Problem details :: Please repeat every record exactly, leaving out any pictures.

━━━ Recorded data

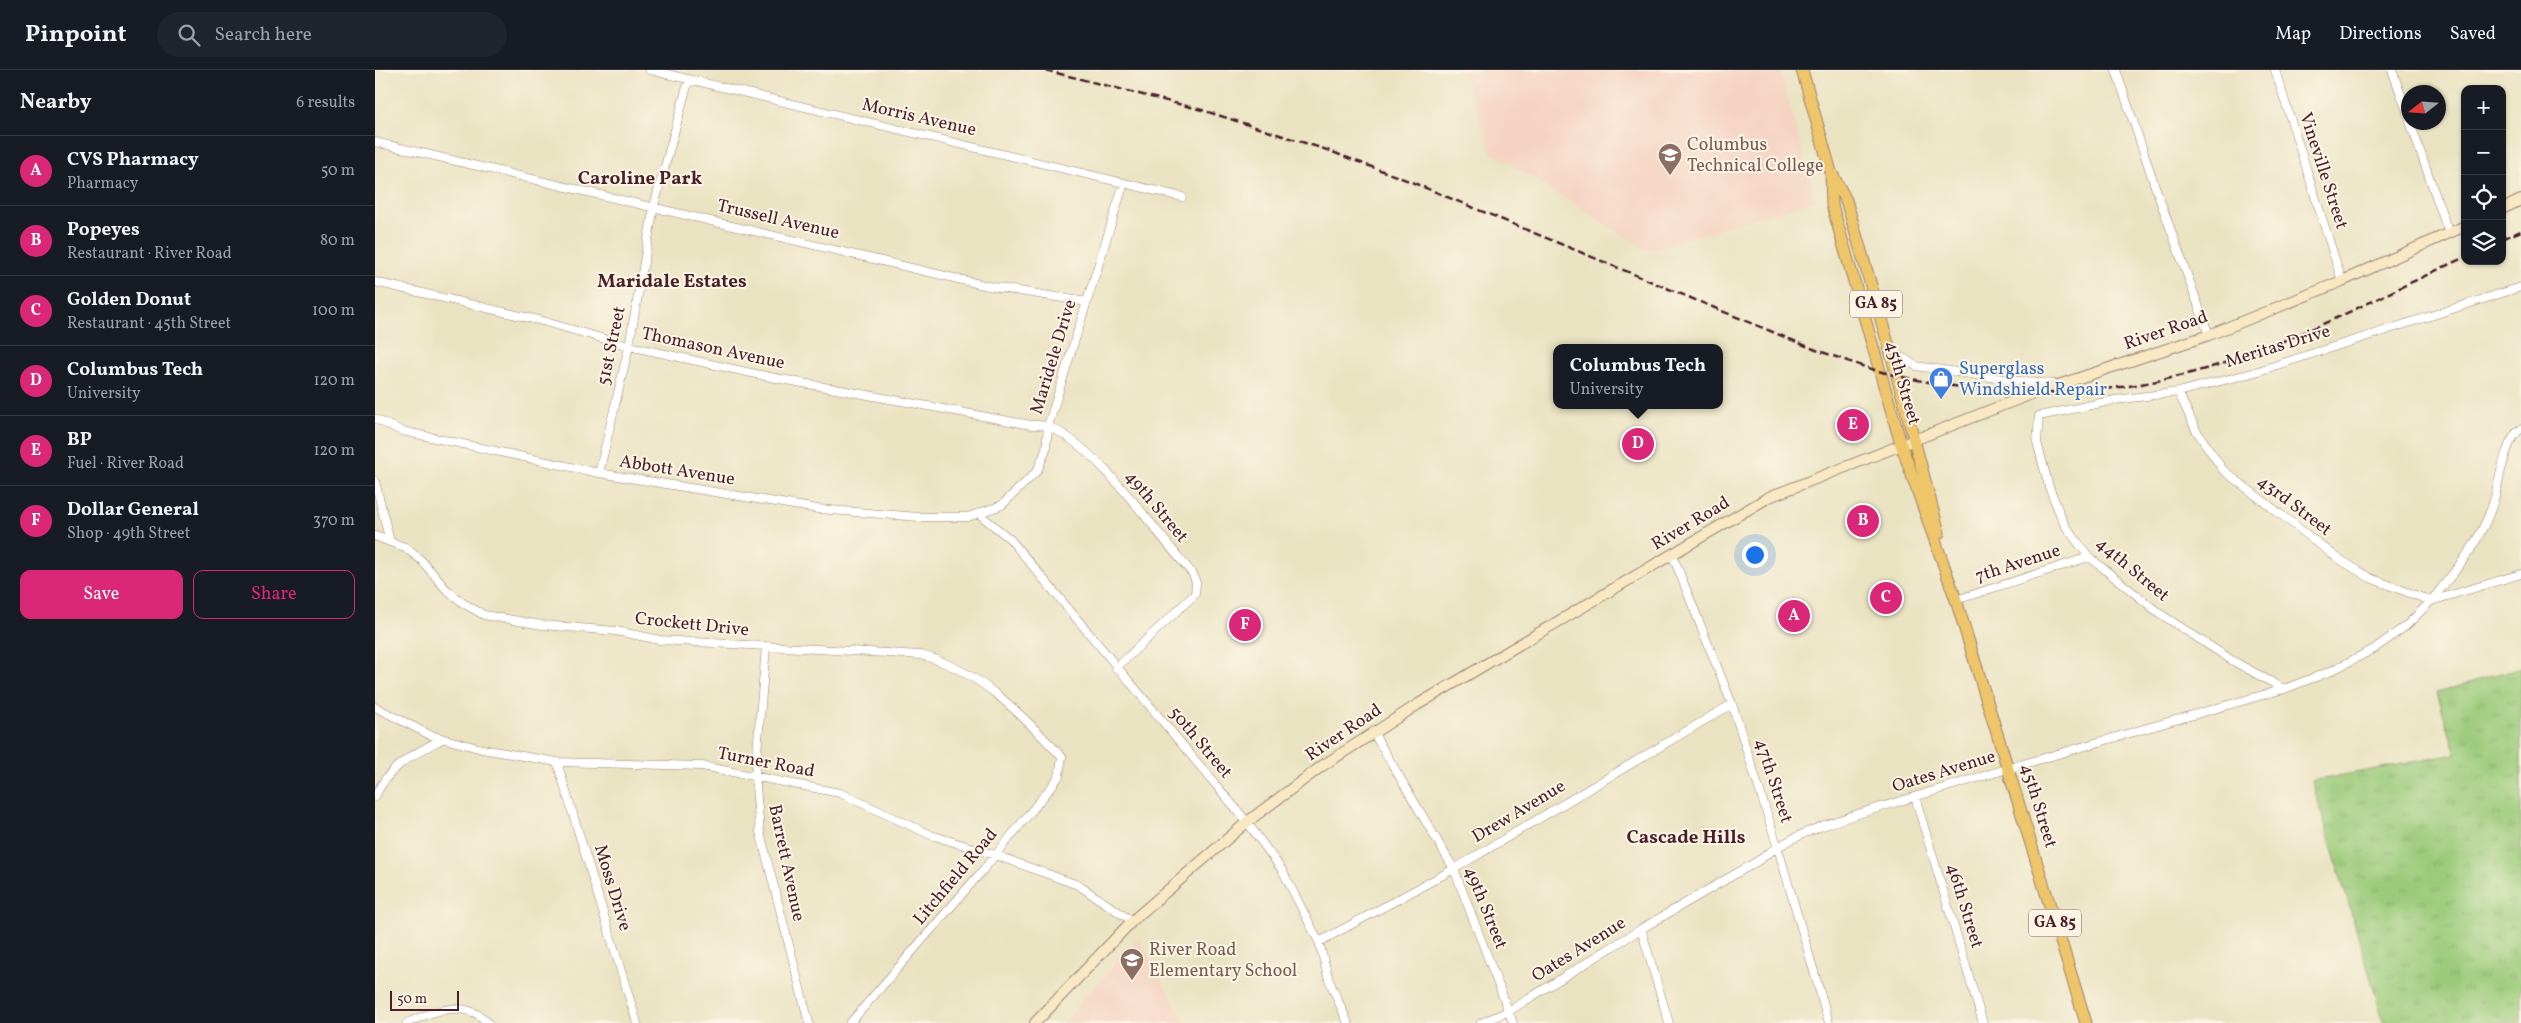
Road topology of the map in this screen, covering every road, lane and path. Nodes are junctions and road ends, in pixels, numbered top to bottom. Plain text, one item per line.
1 (649, 70) edge
2 (1802, 70) edge
3 (2116, 70) edge
4 (2275, 70) edge
5 (2392, 70) edge
6 (689, 79) junction
7 (2401, 95) edge
8 (2413, 130) edge
9 (375, 142) edge
10 (1831, 172) junction
11 (1124, 183) junction
12 (1182, 197) dead end
13 (2521, 200) edge
14 (654, 206) junction
15 (2506, 207) edge
16 (2461, 228) edge
17 (2449, 234) junction
18 (2342, 281) junction
19 (375, 282) edge
20 (2521, 287) edge
21 (1087, 302) junction
22 (2209, 335) junction
23 (629, 346) junction
24 (1890, 350) junction
25 (2061, 384) junction
26 (2178, 392) junction
27 (2039, 416) joint
28 (375, 419) edge
29 (1048, 426) junction
30 (2521, 429) edge
31 (1915, 439) junction
32 (1901, 444) junction
33 (599, 473) junction
34 (375, 481) edge
35 (979, 514) junction
36 (375, 536) edge
37 (390, 542) junction
38 (1672, 554) junction
39 (2089, 557) junction
40 (2521, 574) edge
41 (1955, 600) junction
42 (2431, 601) junction
43 (766, 647) junction
44 (1116, 668) junction
45 (2284, 689) junction
46 (1732, 704) junction
47 (375, 707) edge
48 (1373, 732) junction
49 (442, 739) junction
50 (1050, 744) joint
51 (557, 762) junction
52 (2008, 768) junction
53 (755, 774) junction
54 (375, 797) edge
55 (1915, 797) junction
56 (1247, 822) junction
57 (1777, 845) junction
58 (995, 855) junction
59 (1454, 869) junction
60 (1132, 921) junction
61 (1641, 929) junction
62 (1319, 942) junction
63 (1509, 1011) junction
64 (407, 1023) edge
65 (488, 1023) edge
66 (637, 1023) edge
67 (809, 1023) edge
68 (850, 1023) edge
69 (1035, 1023) edge
70 (1348, 1023) edge
71 (1481, 1023) edge
72 (1513, 1023) edge
73 (1669, 1023) edge
74 (1829, 1023) edge
75 (1983, 1023) edge
76 (2086, 1023) edge

1 - 6 street, Morris Avenue
2 - 10 main road, 45th Street / GA 85
3 - 22 street
4 - 18 street, Vineville Street
5 - 7 street
6 - 11 street, Morris Avenue
6 - 14 street, 51st Street
8 - 17 street
9 - 14 street, Trussell Avenue
10 - 24 main road, 45th Street / GA 85
10 - 32 main road, 45th Street / GA 85
11 - 12 street, Morris Avenue
11 - 21 street, Maridele Drive
13 - 15 main road
14 - 21 street, Trussell Avenue
14 - 23 street, 51st Street
16 - 17 main road, River Road
17 - 18 main road, River Road
18 - 22 main road, River Road
19 - 23 street, Thomason Avenue
20 - 26 street, Meritas Drive
21 - 29 street, Maridele Drive
22 - 25 main road, River Road
23 - 29 street, Thomason Avenue
23 - 33 street, 51st Street
24 - 25 street
24 - 31 main road, 45th Street / GA 85
25 - 31 main road, River Road
26 - 27 street, Meritas Drive
26 - 42 street, 43rd Street
27 - 39 street, 44th Street
28 - 33 street, Abbott Avenue
29 - 35 street, Maridele Drive
29 - 44 street, 49th Street
30 - 42 street
31 - 32 main road, River Road
31 - 41 main road, 45th Street / GA 85
32 - 38 main road, River Road
32 - 41 main road, 45th Street / GA 85
33 - 35 street, Abbott Avenue
34 - 37 street
35 - 44 street, 50th Street
36 - 37 street, Crockett Drive
37 - 43 street, Crockett Drive
38 - 46 street, 47th Street
38 - 48 main road, River Road
39 - 41 street, 7th Avenue
39 - 45 street, 44th Street
40 - 42 street, Oates Avenue
41 - 52 main road, 45th Street / GA 85
42 - 45 street, Oates Avenue
43 - 50 street, Crockett Drive
43 - 53 street, Barrett Avenue
44 - 56 street, 50th Street
45 - 52 street, Oates Avenue
46 - 57 street, 47th Street
46 - 59 street, Drew Avenue
47 - 49 street, Turner Road
48 - 56 main road, River Road
48 - 59 street, 49th Street
49 - 51 street, Turner Road
49 - 54 street
50 - 58 street, Litchfield Road
51 - 53 street, Turner Road
51 - 66 street, Moss Drive
52 - 55 street, Oates Avenue
52 - 76 main road, 45th Street / GA 85
53 - 58 street, Turner Road
53 - 67 street, Barrett Avenue
55 - 57 street, Oates Avenue
55 - 75 street, 46th Street
56 - 60 main road, River Road
56 - 62 street, 50th Street
57 - 61 street, Oates Avenue
57 - 74 street, 47th Street
58 - 60 street, Turner Road
58 - 68 street, Litchfield Road
59 - 62 street, Drew Avenue
59 - 63 street, 49th Street
60 - 69 main road, River Road
61 - 63 street, Oates Avenue
61 - 73 street
62 - 70 street, 50th Street
63 - 71 street, Oates Avenue
63 - 72 street, 49th Street
64 - 65 street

━━━━━━

Reply to the task ::
Road topology of the map in this screen, covering every road, lane and path. Nodes are junctions and road ends, in pixels, numbered top to bottom. Plain text, one item per line.
1 (649, 70) edge
2 (1802, 70) edge
3 (2116, 70) edge
4 (2275, 70) edge
5 (2392, 70) edge
6 (689, 79) junction
7 (2401, 95) edge
8 (2413, 130) edge
9 (375, 142) edge
10 (1831, 172) junction
11 (1124, 183) junction
12 (1182, 197) dead end
13 (2521, 200) edge
14 (654, 206) junction
15 (2506, 207) edge
16 (2461, 228) edge
17 (2449, 234) junction
18 (2342, 281) junction
19 (375, 282) edge
20 (2521, 287) edge
21 (1087, 302) junction
22 (2209, 335) junction
23 (629, 346) junction
24 (1890, 350) junction
25 (2061, 384) junction
26 (2178, 392) junction
27 (2039, 416) joint
28 (375, 419) edge
29 (1048, 426) junction
30 (2521, 429) edge
31 (1915, 439) junction
32 (1901, 444) junction
33 (599, 473) junction
34 (375, 481) edge
35 (979, 514) junction
36 (375, 536) edge
37 (390, 542) junction
38 (1672, 554) junction
39 (2089, 557) junction
40 (2521, 574) edge
41 (1955, 600) junction
42 (2431, 601) junction
43 (766, 647) junction
44 (1116, 668) junction
45 (2284, 689) junction
46 (1732, 704) junction
47 (375, 707) edge
48 (1373, 732) junction
49 (442, 739) junction
50 (1050, 744) joint
51 (557, 762) junction
52 (2008, 768) junction
53 (755, 774) junction
54 (375, 797) edge
55 (1915, 797) junction
56 (1247, 822) junction
57 (1777, 845) junction
58 (995, 855) junction
59 (1454, 869) junction
60 (1132, 921) junction
61 (1641, 929) junction
62 (1319, 942) junction
63 (1509, 1011) junction
64 (407, 1023) edge
65 (488, 1023) edge
66 (637, 1023) edge
67 (809, 1023) edge
68 (850, 1023) edge
69 (1035, 1023) edge
70 (1348, 1023) edge
71 (1481, 1023) edge
72 (1513, 1023) edge
73 (1669, 1023) edge
74 (1829, 1023) edge
75 (1983, 1023) edge
76 (2086, 1023) edge

1 - 6 street, Morris Avenue
2 - 10 main road, 45th Street / GA 85
3 - 22 street
4 - 18 street, Vineville Street
5 - 7 street
6 - 11 street, Morris Avenue
6 - 14 street, 51st Street
8 - 17 street
9 - 14 street, Trussell Avenue
10 - 24 main road, 45th Street / GA 85
10 - 32 main road, 45th Street / GA 85
11 - 12 street, Morris Avenue
11 - 21 street, Maridele Drive
13 - 15 main road
14 - 21 street, Trussell Avenue
14 - 23 street, 51st Street
16 - 17 main road, River Road
17 - 18 main road, River Road
18 - 22 main road, River Road
19 - 23 street, Thomason Avenue
20 - 26 street, Meritas Drive
21 - 29 street, Maridele Drive
22 - 25 main road, River Road
23 - 29 street, Thomason Avenue
23 - 33 street, 51st Street
24 - 25 street
24 - 31 main road, 45th Street / GA 85
25 - 31 main road, River Road
26 - 27 street, Meritas Drive
26 - 42 street, 43rd Street
27 - 39 street, 44th Street
28 - 33 street, Abbott Avenue
29 - 35 street, Maridele Drive
29 - 44 street, 49th Street
30 - 42 street
31 - 32 main road, River Road
31 - 41 main road, 45th Street / GA 85
32 - 38 main road, River Road
32 - 41 main road, 45th Street / GA 85
33 - 35 street, Abbott Avenue
34 - 37 street
35 - 44 street, 50th Street
36 - 37 street, Crockett Drive
37 - 43 street, Crockett Drive
38 - 46 street, 47th Street
38 - 48 main road, River Road
39 - 41 street, 7th Avenue
39 - 45 street, 44th Street
40 - 42 street, Oates Avenue
41 - 52 main road, 45th Street / GA 85
42 - 45 street, Oates Avenue
43 - 50 street, Crockett Drive
43 - 53 street, Barrett Avenue
44 - 56 street, 50th Street
45 - 52 street, Oates Avenue
46 - 57 street, 47th Street
46 - 59 street, Drew Avenue
47 - 49 street, Turner Road
48 - 56 main road, River Road
48 - 59 street, 49th Street
49 - 51 street, Turner Road
49 - 54 street
50 - 58 street, Litchfield Road
51 - 53 street, Turner Road
51 - 66 street, Moss Drive
52 - 55 street, Oates Avenue
52 - 76 main road, 45th Street / GA 85
53 - 58 street, Turner Road
53 - 67 street, Barrett Avenue
55 - 57 street, Oates Avenue
55 - 75 street, 46th Street
56 - 60 main road, River Road
56 - 62 street, 50th Street
57 - 61 street, Oates Avenue
57 - 74 street, 47th Street
58 - 60 street, Turner Road
58 - 68 street, Litchfield Road
59 - 62 street, Drew Avenue
59 - 63 street, 49th Street
60 - 69 main road, River Road
61 - 63 street, Oates Avenue
61 - 73 street
62 - 70 street, 50th Street
63 - 71 street, Oates Avenue
63 - 72 street, 49th Street
64 - 65 street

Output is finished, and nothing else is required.